Judge told Ryan, “If you need to go to Florida, don’t worry about football.

Ryan was moved:

I’ll do everything I can to play for a coach like that and play for an organization like this because if that wasn’t the case, I don’t know if my wife would be here today. Honestly, I’m extremely grateful for this organization and for Joe, and for everyone to understand that there are things bigger than football, especially this year.

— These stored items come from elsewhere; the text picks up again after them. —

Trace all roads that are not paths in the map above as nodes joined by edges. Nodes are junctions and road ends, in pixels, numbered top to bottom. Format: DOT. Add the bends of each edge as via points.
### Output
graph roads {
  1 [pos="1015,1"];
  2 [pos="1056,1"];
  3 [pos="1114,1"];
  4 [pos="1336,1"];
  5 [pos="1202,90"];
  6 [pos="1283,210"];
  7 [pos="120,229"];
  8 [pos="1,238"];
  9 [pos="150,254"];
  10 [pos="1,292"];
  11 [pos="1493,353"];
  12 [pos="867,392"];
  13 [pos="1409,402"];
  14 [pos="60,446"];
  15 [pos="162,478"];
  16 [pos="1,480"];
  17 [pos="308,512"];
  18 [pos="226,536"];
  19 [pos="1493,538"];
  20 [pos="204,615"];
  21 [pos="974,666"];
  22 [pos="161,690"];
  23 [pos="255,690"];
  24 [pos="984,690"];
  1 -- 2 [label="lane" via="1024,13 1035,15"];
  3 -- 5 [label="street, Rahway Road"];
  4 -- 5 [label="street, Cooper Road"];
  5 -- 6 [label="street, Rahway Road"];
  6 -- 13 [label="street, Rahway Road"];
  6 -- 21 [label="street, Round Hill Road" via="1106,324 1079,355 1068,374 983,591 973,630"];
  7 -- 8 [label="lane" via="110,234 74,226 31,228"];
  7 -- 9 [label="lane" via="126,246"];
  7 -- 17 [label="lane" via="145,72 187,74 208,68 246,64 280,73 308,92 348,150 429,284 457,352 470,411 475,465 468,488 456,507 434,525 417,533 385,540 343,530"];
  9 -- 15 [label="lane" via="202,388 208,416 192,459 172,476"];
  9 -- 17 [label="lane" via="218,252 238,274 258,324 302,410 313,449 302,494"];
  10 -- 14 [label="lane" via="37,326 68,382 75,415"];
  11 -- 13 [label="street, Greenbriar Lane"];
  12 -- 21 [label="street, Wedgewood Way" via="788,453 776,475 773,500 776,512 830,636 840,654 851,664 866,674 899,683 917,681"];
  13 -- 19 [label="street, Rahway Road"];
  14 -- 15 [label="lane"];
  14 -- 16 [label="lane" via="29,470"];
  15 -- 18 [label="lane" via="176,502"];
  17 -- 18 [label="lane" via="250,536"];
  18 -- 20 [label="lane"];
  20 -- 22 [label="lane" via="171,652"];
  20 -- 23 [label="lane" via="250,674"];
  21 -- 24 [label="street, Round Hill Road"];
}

A few months earlier, and on the other side of the world, I stood on the flight deck at two in the morning talking to one of my young Sailors. His father was grievously ill. He knew he needed to be home with his father, but he also felt a strong sense of commitment and obligation to our team on the ship. The night before the last transport flight left the ship, we learned his father’s condition had deteriorated further. We bumped him to the top of the list and, though he took critical experience with him, we got him home just in time. He was there in time to say goodbye. He recently wrote me about the decision to leave:

“I felt a sense of shame knowing that I was leaving three weeks early, but that shame washed away the moment I got to see him. I remain extremely grateful for what you did for me.”

In both the case of a standout professional football player and that of a young Sailor thousands of miles away form his dying father, compassion and empathy mattered. Our actions showed our teams we valued each of them on a personal level.

Photo: US Navy

It’s not an exaggeration to suggest both my Sailor and Judge’s player would move mountains if we asked them to. We each demonstrated with actions that we had their backs. In the course of developing our teams, we each built cultures that recognized the keys to unlocking faith, trust, and confidence were compassion and empathy.

In the end we each built a culture where the improbable became real. My team completed a record setting 206 consecutive days at sea, and we brought all of our jets and personnel home safely. And Judge? He and his team, amidst a late season winning streak, rolled into Seattle this weekend to upset my Seahawks. And, as long as the two don’t meet again for the NFC championship, I’ll be rooting for Coach Joe!

Views expressed are mine alone and do not represent those of the National Football League, New York Giants, Department of Defense, Department of the Navy, or any other government agency.